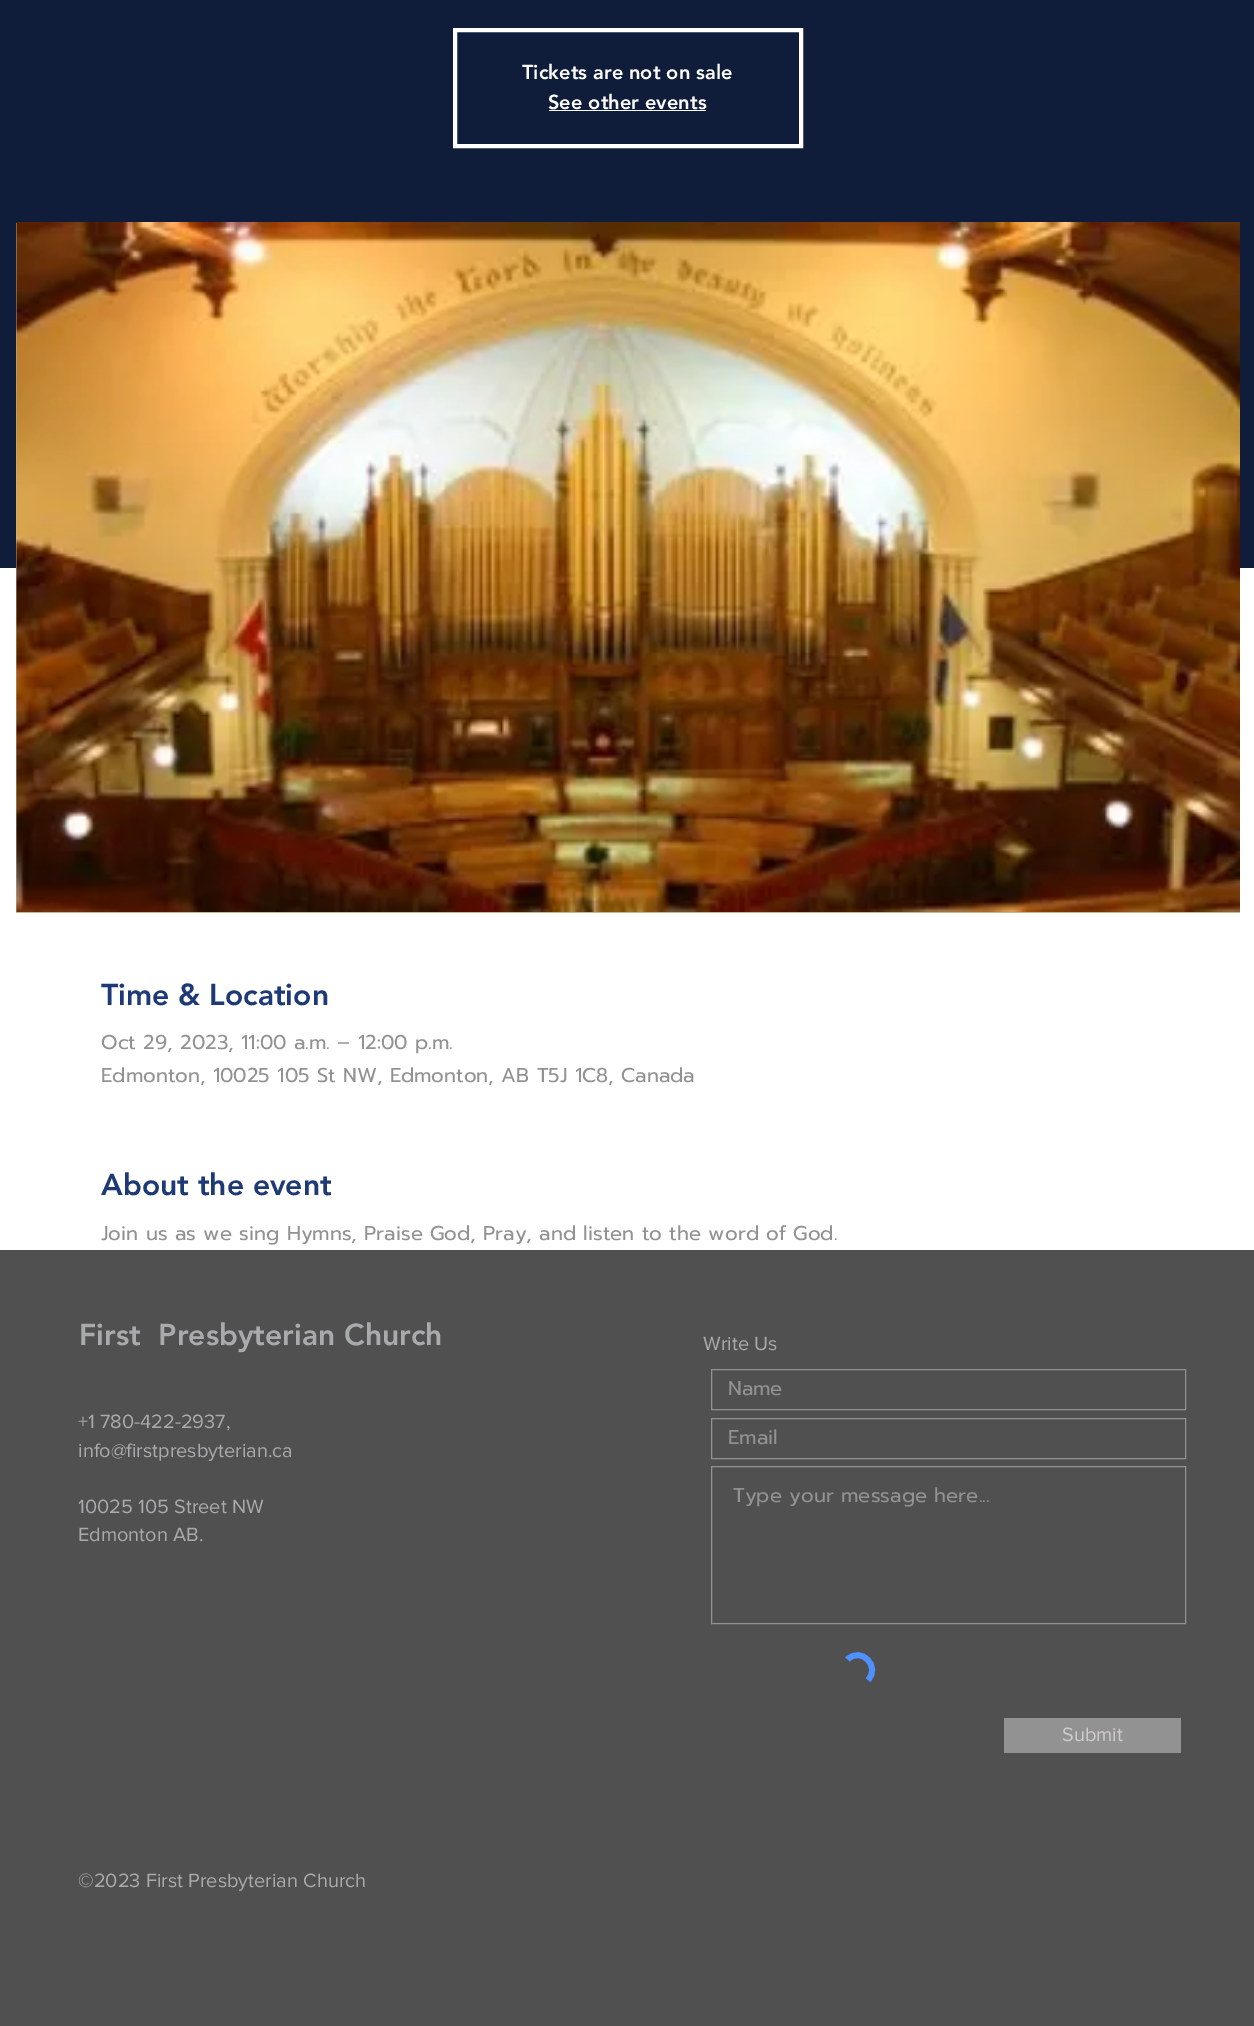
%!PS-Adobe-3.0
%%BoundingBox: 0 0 1254 2026
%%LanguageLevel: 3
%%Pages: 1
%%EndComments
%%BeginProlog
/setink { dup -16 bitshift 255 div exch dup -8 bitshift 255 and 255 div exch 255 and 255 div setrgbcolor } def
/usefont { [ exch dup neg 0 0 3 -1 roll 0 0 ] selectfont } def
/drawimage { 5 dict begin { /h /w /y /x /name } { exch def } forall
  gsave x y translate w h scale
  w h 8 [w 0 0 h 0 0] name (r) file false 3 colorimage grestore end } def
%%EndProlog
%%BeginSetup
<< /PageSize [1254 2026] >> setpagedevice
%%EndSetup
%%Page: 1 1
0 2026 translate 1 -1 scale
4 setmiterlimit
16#FFFFFF setink
0 0 1254 2026 rectfill
16#0F1D3B setink
0 0 1254 568 rectfill
16#FFFFFF setink
4 setlinewidth
455 30 346 116 rectstroke
/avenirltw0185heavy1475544-Black 20 usefont
522 79 moveto (Tickets are not on sale) show
548 109 moveto (See other events) show
549 110 157 1 rectfill
16#C6B795 setink
16 223 1224 690 rectfill
(img1.raw) 16 222 1224 690 drawimage
/avenirltw0185heavy1475544-Black 30 usefont
16#1E3A76 setink
101 1005 moveto (Time & Location) show
/Prompt-Regular 20 usefont
16#929292 setink
101 1049 moveto (Oct 29, 2023, 11:00 a.m. – 12:00 p.m.) show
101 1082 moveto (Edmonton, 10025 105 St NW, Edmonton, AB T5J 1C8, Canada) show
/avenirltw0185heavy1475544-Black 30 usefont
16#1E3A76 setink
101 1195 moveto (About the event) show
/Prompt-Regular 20 usefont
16#929292 setink
101 1240 moveto (Join us as we sing Hymns, Praise God, Pray, and listen to the word of God.) show
16#505050 setink
0 1250 1254 776 rectfill
/avenirltw0185heavy1475544-Black 30 usefont
16#A8AAAB setink
79 1345 moveto (First  Presbyterian Church) show
/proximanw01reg-Regular 20 usefont
[
    [(Write Us) 703 1350]
    [(+1 780-422-2937,) 78 1428]
    [(info@firstpresbyterian.ca) 78 1457]
    [(10025 105 Street NW) 78 1513]
    [(Edmonton AB.) 78 1541]
] { aload pop moveto show } forall
16#929292 setink
1 setlinewidth
711.5 1369.5 474 40 rectstroke
/Prompt-Regular 20 usefont
728 1395 moveto (Name) show
711.5 1418.5 474 40 rectstroke
728 1444 moveto (Email) show
711.5 1466.5 474 157 rectstroke
733 1502 moveto (Type your message here...) show
16#4D90FE setink
5.8 setlinewidth
847.5 1659.5 moveto 861 1646 881 1666.5 868 1680 curveto stroke
16#929292 setink
1004 1718 177 35 rectfill
/proximanw01reg-Regular 20 usefont
16#CFCCCC setink
1062 1741 moveto (Submit) show
16#A8AAAB setink
78 1887 moveto (©2023 First Presbyterian Church) show
showpage
%%EOF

_ _ _ _ _

[WHAT THE TASK ASKS] For the entries above, transcribe precisely the lines from the one with "4 setmiterlimit" through the end, including both.

[ANSWER BOX]
4 setmiterlimit
16#FFFFFF setink
0 0 1254 2026 rectfill
16#0F1D3B setink
0 0 1254 568 rectfill
16#FFFFFF setink
4 setlinewidth
455 30 346 116 rectstroke
/avenirltw0185heavy1475544-Black 20 usefont
522 79 moveto (Tickets are not on sale) show
548 109 moveto (See other events) show
549 110 157 1 rectfill
16#C6B795 setink
16 223 1224 690 rectfill
(img1.raw) 16 222 1224 690 drawimage
/avenirltw0185heavy1475544-Black 30 usefont
16#1E3A76 setink
101 1005 moveto (Time & Location) show
/Prompt-Regular 20 usefont
16#929292 setink
101 1049 moveto (Oct 29, 2023, 11:00 a.m. – 12:00 p.m.) show
101 1082 moveto (Edmonton, 10025 105 St NW, Edmonton, AB T5J 1C8, Canada) show
/avenirltw0185heavy1475544-Black 30 usefont
16#1E3A76 setink
101 1195 moveto (About the event) show
/Prompt-Regular 20 usefont
16#929292 setink
101 1240 moveto (Join us as we sing Hymns, Praise God, Pray, and listen to the word of God.) show
16#505050 setink
0 1250 1254 776 rectfill
/avenirltw0185heavy1475544-Black 30 usefont
16#A8AAAB setink
79 1345 moveto (First  Presbyterian Church) show
/proximanw01reg-Regular 20 usefont
[
    [(Write Us) 703 1350]
    [(+1 780-422-2937,) 78 1428]
    [(info@firstpresbyterian.ca) 78 1457]
    [(10025 105 Street NW) 78 1513]
    [(Edmonton AB.) 78 1541]
] { aload pop moveto show } forall
16#929292 setink
1 setlinewidth
711.5 1369.5 474 40 rectstroke
/Prompt-Regular 20 usefont
728 1395 moveto (Name) show
711.5 1418.5 474 40 rectstroke
728 1444 moveto (Email) show
711.5 1466.5 474 157 rectstroke
733 1502 moveto (Type your message here...) show
16#4D90FE setink
5.8 setlinewidth
847.5 1659.5 moveto 861 1646 881 1666.5 868 1680 curveto stroke
16#929292 setink
1004 1718 177 35 rectfill
/proximanw01reg-Regular 20 usefont
16#CFCCCC setink
1062 1741 moveto (Submit) show
16#A8AAAB setink
78 1887 moveto (©2023 First Presbyterian Church) show
showpage
%%EOF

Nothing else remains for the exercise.